*ABOUT THIS EXERCISE*. What you give back should match the records word for word.

*DATA SHOWN*.
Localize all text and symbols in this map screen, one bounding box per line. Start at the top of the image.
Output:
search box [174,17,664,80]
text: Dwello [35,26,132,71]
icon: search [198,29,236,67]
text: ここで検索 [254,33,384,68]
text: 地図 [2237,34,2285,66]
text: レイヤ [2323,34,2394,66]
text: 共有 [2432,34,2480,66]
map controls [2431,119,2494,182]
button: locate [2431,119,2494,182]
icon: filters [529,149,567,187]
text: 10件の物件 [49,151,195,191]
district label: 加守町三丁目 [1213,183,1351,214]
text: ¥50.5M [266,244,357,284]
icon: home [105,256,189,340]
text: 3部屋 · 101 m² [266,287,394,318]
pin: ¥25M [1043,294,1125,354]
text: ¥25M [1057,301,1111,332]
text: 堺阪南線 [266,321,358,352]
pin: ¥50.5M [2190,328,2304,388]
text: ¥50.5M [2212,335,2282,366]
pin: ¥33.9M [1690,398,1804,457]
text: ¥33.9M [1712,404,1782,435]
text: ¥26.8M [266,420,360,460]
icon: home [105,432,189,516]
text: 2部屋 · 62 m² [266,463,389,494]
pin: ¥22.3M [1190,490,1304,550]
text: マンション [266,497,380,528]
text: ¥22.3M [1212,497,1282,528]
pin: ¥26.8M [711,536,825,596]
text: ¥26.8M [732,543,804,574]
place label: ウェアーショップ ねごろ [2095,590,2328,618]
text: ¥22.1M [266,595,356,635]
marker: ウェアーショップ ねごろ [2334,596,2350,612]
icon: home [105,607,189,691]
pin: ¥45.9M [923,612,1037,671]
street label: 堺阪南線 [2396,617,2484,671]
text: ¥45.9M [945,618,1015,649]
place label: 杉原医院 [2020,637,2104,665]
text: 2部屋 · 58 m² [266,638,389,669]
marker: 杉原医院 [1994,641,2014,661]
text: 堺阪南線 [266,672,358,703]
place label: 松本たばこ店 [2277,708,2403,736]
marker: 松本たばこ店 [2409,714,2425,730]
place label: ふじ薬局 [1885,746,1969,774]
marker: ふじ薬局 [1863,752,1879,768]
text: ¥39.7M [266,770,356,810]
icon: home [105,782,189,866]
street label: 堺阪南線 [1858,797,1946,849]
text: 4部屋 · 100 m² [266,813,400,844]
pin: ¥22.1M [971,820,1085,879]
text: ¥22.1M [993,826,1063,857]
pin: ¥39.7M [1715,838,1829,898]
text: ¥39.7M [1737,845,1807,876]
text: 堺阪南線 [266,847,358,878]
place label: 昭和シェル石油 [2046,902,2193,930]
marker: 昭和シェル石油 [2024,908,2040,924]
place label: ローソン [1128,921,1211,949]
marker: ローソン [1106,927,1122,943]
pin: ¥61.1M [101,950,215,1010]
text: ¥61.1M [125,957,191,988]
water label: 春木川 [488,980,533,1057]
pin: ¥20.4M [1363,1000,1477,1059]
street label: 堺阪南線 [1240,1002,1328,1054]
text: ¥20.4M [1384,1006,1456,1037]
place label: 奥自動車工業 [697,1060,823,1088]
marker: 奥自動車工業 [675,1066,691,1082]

*EXERCISE RESULT*.
Localize all text and symbols in this map screen, one bounding box per line. Start at the top of the image.
Output:
search box [174,17,664,80]
text: Dwello [35,26,132,71]
icon: search [198,29,236,67]
text: ここで検索 [254,33,384,68]
text: 地図 [2237,34,2285,66]
text: レイヤ [2323,34,2394,66]
text: 共有 [2432,34,2480,66]
map controls [2431,119,2494,182]
button: locate [2431,119,2494,182]
icon: filters [529,149,567,187]
text: 10件の物件 [49,151,195,191]
district label: 加守町三丁目 [1213,183,1351,214]
text: ¥50.5M [266,244,357,284]
icon: home [105,256,189,340]
text: 3部屋 · 101 m² [266,287,394,318]
pin: ¥25M [1043,294,1125,354]
text: ¥25M [1057,301,1111,332]
text: 堺阪南線 [266,321,358,352]
pin: ¥50.5M [2190,328,2304,388]
text: ¥50.5M [2212,335,2282,366]
pin: ¥33.9M [1690,398,1804,457]
text: ¥33.9M [1712,404,1782,435]
text: ¥26.8M [266,420,360,460]
icon: home [105,432,189,516]
text: 2部屋 · 62 m² [266,463,389,494]
pin: ¥22.3M [1190,490,1304,550]
text: マンション [266,497,380,528]
text: ¥22.3M [1212,497,1282,528]
pin: ¥26.8M [711,536,825,596]
text: ¥26.8M [732,543,804,574]
place label: ウェアーショップ ねごろ [2095,590,2328,618]
text: ¥22.1M [266,595,356,635]
marker: ウェアーショップ ねごろ [2334,596,2350,612]
icon: home [105,607,189,691]
pin: ¥45.9M [923,612,1037,671]
street label: 堺阪南線 [2396,617,2484,671]
text: ¥45.9M [945,618,1015,649]
place label: 杉原医院 [2020,637,2104,665]
text: 2部屋 · 58 m² [266,638,389,669]
marker: 杉原医院 [1994,641,2014,661]
text: 堺阪南線 [266,672,358,703]
place label: 松本たばこ店 [2277,708,2403,736]
marker: 松本たばこ店 [2409,714,2425,730]
place label: ふじ薬局 [1885,746,1969,774]
marker: ふじ薬局 [1863,752,1879,768]
text: ¥39.7M [266,770,356,810]
icon: home [105,782,189,866]
street label: 堺阪南線 [1858,797,1946,849]
text: 4部屋 · 100 m² [266,813,400,844]
pin: ¥22.1M [971,820,1085,879]
text: ¥22.1M [993,826,1063,857]
pin: ¥39.7M [1715,838,1829,898]
text: ¥39.7M [1737,845,1807,876]
text: 堺阪南線 [266,847,358,878]
place label: 昭和シェル石油 [2046,902,2193,930]
marker: 昭和シェル石油 [2024,908,2040,924]
place label: ローソン [1128,921,1211,949]
marker: ローソン [1106,927,1122,943]
pin: ¥61.1M [101,950,215,1010]
text: ¥61.1M [125,957,191,988]
water label: 春木川 [488,980,533,1057]
pin: ¥20.4M [1363,1000,1477,1059]
street label: 堺阪南線 [1240,1002,1328,1054]
text: ¥20.4M [1384,1006,1456,1037]
place label: 奥自動車工業 [697,1060,823,1088]
marker: 奥自動車工業 [675,1066,691,1082]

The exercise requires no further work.